■ Action item
Work through the material beneath and count the lines that include "points"; the answer is that number alone.

■ Available data
►
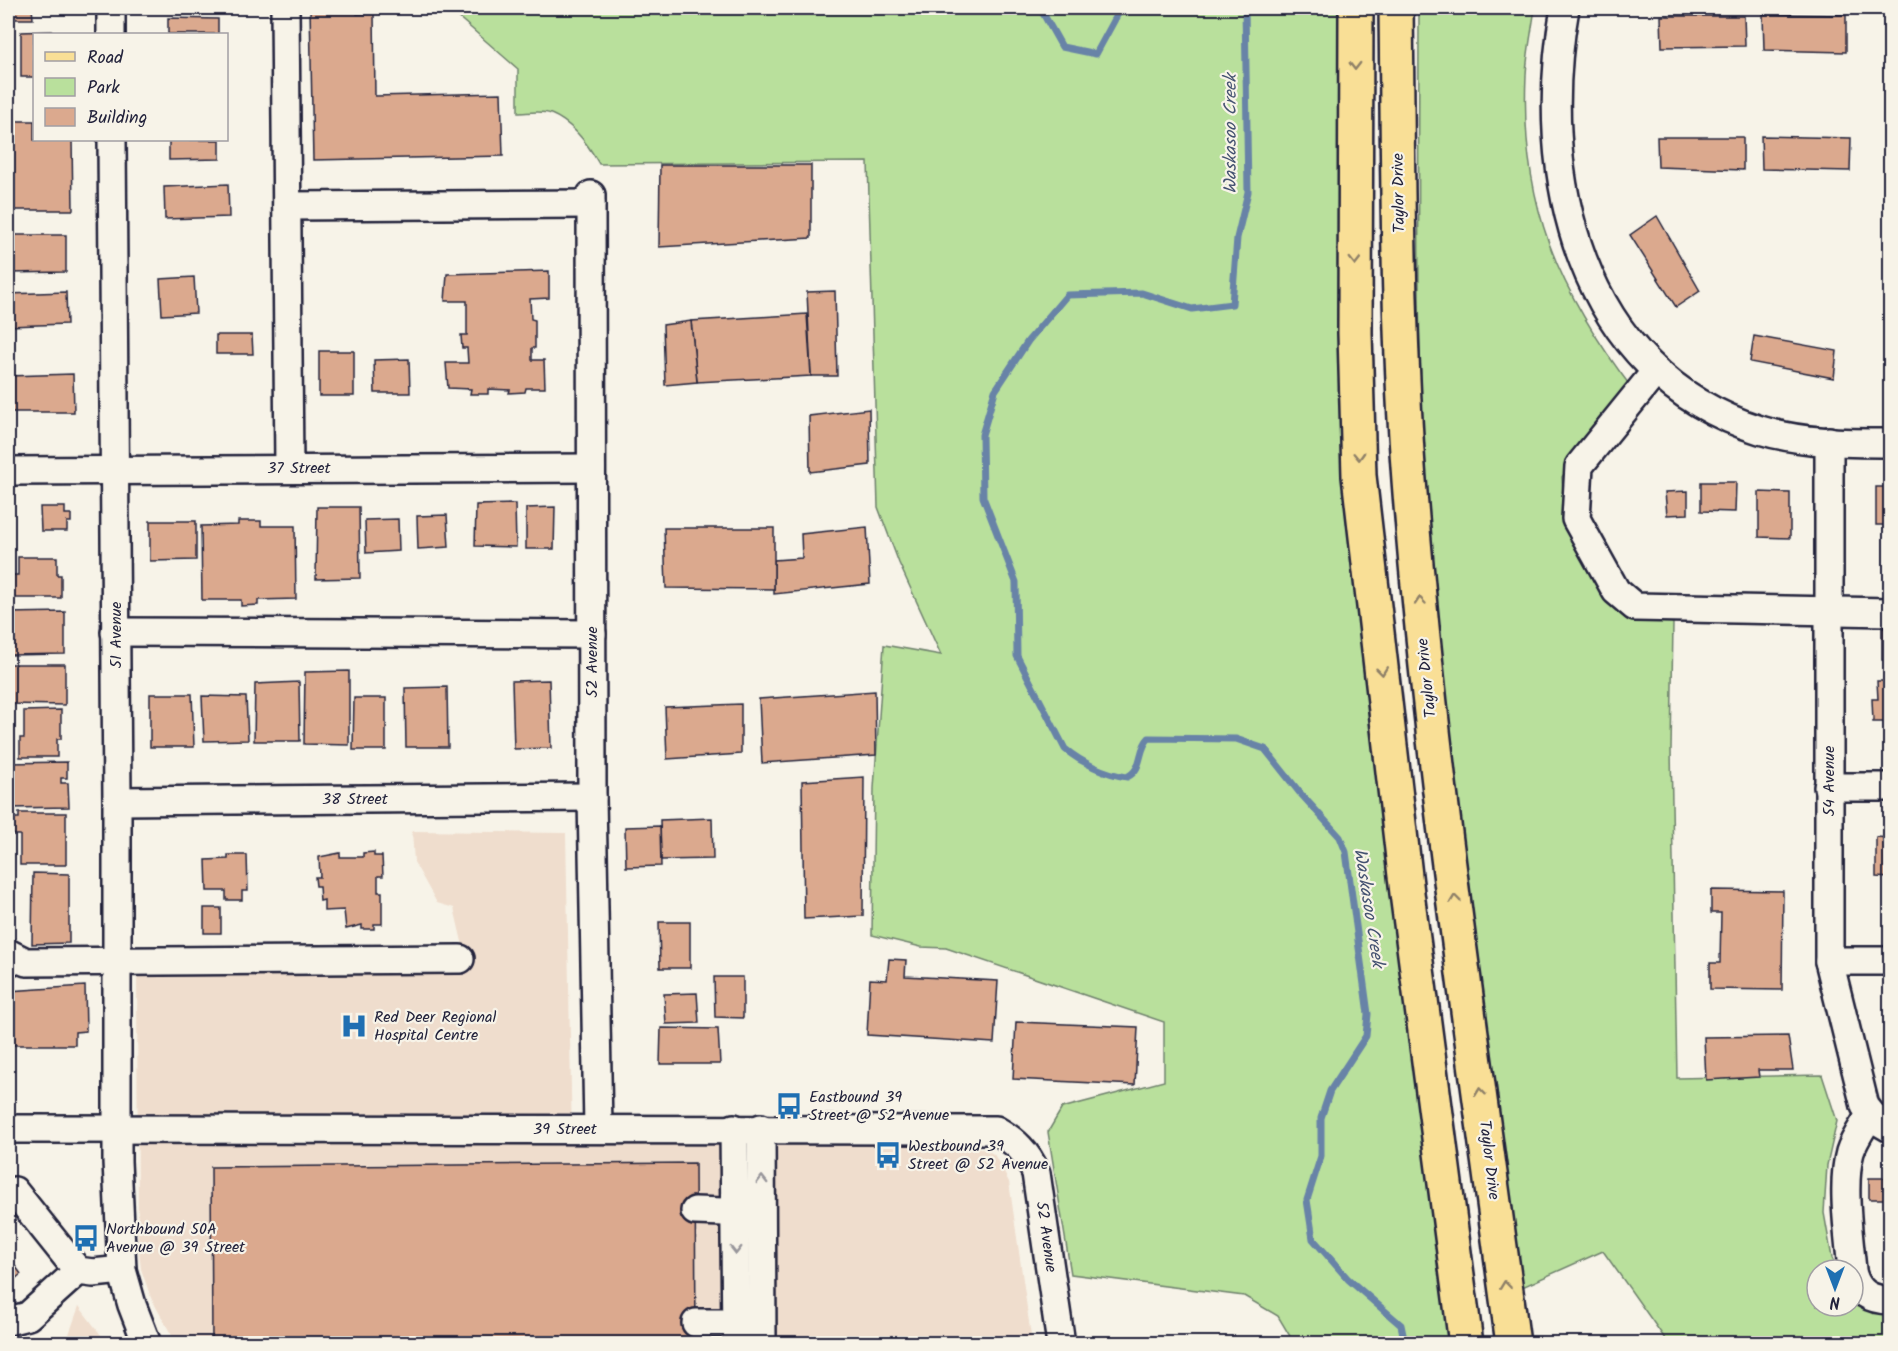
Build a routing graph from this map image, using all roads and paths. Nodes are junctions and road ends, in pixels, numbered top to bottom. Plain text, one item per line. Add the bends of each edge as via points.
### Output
◄
►
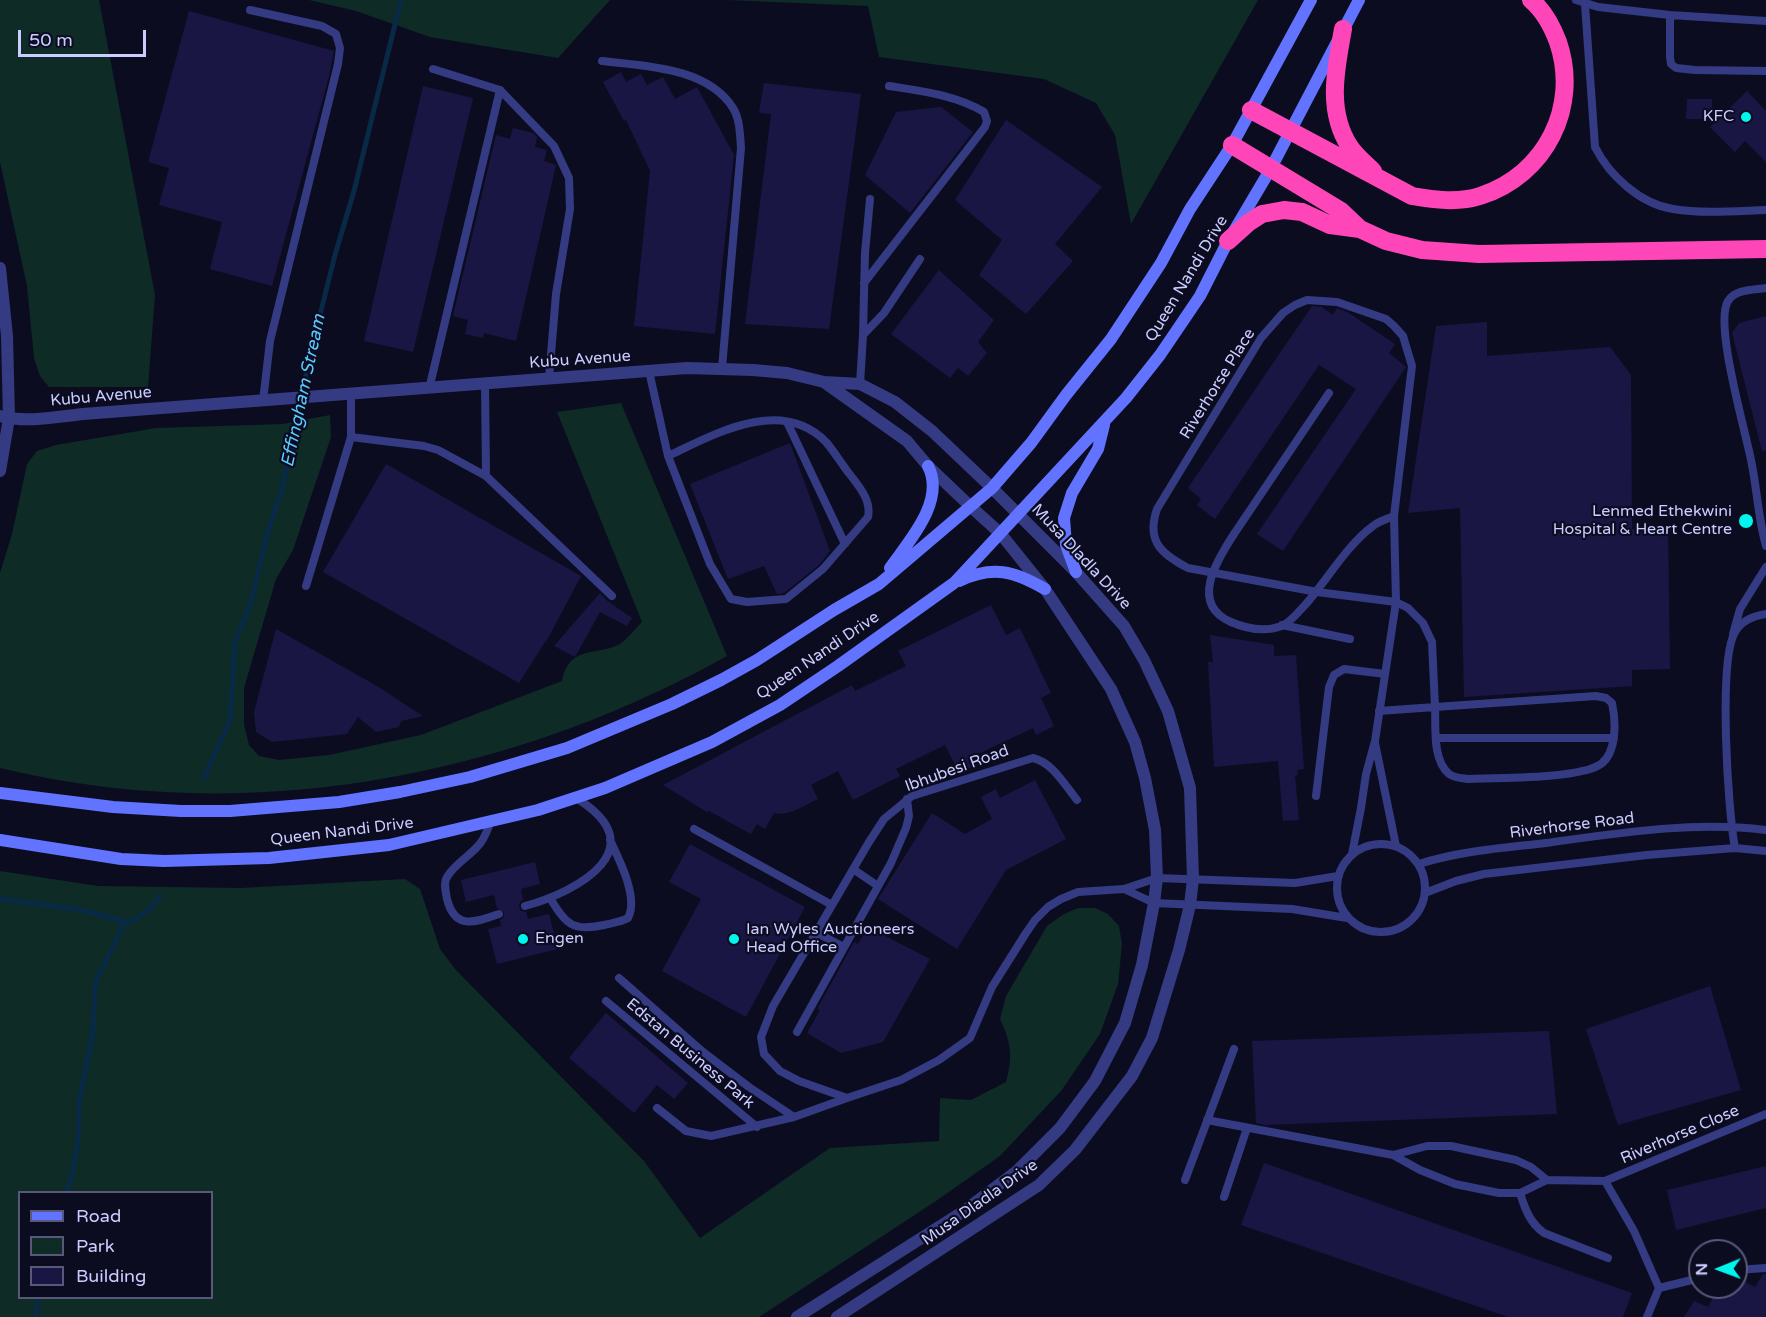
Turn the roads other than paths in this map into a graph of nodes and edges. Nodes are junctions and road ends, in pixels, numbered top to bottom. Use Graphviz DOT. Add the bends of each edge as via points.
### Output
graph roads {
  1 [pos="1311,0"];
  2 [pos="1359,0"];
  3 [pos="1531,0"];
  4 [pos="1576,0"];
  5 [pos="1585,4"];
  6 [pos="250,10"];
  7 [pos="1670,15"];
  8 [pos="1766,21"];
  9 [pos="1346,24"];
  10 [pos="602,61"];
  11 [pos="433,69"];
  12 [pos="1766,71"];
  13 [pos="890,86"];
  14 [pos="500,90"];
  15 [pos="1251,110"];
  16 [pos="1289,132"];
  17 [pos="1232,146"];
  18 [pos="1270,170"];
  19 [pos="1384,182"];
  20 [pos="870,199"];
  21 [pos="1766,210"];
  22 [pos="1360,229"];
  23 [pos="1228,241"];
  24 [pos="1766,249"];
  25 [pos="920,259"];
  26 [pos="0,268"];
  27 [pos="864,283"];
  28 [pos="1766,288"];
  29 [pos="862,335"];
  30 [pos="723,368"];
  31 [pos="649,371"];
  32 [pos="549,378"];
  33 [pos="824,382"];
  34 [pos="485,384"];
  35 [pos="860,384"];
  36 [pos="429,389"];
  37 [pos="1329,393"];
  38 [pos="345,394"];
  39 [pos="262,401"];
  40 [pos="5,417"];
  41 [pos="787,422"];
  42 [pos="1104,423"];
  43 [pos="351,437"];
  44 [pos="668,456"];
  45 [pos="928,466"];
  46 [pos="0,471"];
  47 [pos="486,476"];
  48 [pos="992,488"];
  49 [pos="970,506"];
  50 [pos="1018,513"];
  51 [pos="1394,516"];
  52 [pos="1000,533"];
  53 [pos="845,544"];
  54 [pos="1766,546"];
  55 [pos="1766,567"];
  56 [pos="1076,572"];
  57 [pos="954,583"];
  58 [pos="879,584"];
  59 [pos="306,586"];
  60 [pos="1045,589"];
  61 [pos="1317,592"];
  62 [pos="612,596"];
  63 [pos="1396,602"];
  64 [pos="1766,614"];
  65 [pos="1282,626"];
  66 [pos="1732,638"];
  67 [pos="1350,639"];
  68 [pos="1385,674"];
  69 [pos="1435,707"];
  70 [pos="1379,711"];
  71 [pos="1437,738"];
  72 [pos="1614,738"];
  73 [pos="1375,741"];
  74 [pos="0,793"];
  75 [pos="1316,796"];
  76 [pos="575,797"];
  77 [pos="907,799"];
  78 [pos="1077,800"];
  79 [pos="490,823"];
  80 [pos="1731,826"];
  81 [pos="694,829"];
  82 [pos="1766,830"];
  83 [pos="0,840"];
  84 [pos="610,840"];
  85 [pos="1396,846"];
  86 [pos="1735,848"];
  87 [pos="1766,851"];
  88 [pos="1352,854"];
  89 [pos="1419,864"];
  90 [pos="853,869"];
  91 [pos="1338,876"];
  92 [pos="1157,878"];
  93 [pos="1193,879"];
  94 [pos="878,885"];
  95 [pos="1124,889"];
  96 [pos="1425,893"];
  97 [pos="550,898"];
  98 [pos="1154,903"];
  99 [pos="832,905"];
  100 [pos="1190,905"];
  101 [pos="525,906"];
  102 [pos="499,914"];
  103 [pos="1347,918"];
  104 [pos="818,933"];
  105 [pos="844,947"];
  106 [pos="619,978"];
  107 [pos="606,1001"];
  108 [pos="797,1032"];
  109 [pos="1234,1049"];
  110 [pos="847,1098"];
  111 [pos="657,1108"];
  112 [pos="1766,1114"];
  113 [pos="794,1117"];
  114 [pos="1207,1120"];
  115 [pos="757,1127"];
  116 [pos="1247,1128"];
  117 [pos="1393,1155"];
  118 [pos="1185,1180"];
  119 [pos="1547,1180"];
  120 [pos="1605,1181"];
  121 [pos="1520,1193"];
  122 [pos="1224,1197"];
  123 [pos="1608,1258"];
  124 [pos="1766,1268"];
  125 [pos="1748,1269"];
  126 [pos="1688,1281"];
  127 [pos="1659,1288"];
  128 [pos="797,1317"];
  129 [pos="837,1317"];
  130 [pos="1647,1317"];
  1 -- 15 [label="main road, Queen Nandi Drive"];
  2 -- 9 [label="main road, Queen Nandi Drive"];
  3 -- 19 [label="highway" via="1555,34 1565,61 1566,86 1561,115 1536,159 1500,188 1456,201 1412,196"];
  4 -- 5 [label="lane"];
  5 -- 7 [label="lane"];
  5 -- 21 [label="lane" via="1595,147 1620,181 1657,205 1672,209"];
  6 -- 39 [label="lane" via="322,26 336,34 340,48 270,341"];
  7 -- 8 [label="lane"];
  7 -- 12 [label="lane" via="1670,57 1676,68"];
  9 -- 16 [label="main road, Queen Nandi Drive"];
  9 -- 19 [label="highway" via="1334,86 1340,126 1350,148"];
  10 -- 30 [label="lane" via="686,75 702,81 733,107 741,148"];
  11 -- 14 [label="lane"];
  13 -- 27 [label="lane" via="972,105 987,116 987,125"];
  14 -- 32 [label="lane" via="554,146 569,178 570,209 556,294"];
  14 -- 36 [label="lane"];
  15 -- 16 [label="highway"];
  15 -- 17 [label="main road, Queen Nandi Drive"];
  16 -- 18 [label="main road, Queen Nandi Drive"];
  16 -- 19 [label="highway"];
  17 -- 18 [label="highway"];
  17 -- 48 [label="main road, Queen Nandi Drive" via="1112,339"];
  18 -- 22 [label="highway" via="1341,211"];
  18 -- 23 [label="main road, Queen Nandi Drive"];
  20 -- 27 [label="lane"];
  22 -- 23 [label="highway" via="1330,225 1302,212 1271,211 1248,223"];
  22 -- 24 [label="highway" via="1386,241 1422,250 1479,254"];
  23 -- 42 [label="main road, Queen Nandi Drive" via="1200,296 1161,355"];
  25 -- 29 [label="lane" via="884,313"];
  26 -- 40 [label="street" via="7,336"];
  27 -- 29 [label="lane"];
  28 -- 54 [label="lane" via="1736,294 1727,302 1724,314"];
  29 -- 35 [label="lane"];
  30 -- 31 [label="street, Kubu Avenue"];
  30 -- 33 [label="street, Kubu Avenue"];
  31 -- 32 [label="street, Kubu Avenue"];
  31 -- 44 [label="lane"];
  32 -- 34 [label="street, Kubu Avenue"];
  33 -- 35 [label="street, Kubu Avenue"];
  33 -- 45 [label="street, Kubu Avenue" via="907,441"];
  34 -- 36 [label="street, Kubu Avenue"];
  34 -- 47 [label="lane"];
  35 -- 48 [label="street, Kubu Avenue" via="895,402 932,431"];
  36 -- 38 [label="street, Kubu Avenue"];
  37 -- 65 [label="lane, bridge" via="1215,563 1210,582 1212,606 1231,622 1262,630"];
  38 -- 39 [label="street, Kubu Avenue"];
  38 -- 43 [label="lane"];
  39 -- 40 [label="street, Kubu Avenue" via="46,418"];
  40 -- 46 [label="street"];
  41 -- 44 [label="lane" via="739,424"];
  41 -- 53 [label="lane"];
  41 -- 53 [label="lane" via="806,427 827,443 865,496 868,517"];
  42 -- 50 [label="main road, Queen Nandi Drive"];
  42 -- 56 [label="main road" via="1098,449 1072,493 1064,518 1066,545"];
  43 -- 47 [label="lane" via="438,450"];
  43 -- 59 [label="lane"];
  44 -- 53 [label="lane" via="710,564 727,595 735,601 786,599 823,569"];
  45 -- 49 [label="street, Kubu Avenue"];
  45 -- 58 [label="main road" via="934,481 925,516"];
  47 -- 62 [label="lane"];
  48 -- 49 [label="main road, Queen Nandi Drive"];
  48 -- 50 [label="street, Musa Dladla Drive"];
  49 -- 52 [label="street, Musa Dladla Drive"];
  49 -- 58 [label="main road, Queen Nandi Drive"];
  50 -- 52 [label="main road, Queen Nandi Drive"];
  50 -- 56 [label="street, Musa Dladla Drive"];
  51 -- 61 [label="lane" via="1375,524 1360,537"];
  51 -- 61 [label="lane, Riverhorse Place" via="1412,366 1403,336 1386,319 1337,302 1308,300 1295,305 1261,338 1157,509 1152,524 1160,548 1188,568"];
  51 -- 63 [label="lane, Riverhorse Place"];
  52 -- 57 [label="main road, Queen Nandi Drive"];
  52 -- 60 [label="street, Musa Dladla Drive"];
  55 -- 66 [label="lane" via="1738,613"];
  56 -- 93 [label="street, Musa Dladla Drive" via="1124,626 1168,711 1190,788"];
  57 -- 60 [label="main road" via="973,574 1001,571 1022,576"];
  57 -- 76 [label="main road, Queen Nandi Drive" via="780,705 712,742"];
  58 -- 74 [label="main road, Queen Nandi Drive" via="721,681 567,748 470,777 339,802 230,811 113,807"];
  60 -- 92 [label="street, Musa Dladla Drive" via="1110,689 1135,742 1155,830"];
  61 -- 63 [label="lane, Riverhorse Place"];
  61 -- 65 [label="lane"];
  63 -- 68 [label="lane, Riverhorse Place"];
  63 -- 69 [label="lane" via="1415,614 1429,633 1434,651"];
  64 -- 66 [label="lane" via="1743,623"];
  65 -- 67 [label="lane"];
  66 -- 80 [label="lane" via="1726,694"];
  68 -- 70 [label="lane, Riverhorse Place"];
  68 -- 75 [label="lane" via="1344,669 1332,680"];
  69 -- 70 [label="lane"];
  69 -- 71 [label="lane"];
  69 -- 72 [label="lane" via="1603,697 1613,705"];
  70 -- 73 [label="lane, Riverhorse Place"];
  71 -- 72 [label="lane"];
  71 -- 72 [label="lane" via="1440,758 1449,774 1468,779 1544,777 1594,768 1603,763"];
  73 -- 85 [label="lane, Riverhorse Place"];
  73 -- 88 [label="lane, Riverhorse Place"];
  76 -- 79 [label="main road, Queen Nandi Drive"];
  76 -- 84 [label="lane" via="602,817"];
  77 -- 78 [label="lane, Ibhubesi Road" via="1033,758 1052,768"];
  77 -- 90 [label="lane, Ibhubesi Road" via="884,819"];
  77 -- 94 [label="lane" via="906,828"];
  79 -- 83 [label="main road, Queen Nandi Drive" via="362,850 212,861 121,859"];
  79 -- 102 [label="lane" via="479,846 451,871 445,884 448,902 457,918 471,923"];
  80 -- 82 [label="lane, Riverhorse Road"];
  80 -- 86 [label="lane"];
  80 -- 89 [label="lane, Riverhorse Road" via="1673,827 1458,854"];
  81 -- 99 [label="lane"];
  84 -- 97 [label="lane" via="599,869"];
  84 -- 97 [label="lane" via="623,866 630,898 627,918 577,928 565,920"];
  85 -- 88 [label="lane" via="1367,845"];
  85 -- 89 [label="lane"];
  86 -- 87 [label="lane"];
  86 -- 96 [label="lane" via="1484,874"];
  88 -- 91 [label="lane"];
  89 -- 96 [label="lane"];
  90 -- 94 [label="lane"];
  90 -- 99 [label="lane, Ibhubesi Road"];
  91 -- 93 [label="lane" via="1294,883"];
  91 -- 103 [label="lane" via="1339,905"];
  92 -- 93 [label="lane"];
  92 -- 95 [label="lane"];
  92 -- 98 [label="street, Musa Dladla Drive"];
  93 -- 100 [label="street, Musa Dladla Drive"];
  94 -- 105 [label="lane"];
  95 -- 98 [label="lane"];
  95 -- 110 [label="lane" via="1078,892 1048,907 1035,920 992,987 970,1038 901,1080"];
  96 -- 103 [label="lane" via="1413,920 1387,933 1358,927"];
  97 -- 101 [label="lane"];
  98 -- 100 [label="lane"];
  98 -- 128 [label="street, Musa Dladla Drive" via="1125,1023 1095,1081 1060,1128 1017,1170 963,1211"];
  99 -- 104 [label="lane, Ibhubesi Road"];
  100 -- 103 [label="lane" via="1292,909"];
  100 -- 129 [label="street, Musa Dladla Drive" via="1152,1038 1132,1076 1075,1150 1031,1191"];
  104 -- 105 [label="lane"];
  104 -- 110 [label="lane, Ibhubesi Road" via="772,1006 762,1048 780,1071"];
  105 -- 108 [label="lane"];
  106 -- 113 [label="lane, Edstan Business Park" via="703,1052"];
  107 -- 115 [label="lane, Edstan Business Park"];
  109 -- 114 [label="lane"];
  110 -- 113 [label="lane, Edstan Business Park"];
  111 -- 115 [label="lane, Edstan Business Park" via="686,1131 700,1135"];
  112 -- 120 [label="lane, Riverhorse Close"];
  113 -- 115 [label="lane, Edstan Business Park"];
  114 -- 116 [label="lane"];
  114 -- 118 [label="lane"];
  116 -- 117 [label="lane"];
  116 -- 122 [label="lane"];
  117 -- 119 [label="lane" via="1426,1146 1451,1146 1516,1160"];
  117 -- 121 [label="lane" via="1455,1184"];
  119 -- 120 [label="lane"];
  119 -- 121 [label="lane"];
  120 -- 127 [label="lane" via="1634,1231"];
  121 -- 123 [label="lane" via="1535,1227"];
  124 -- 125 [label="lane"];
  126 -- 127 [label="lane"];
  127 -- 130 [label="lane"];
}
◄
■ Output of the task
2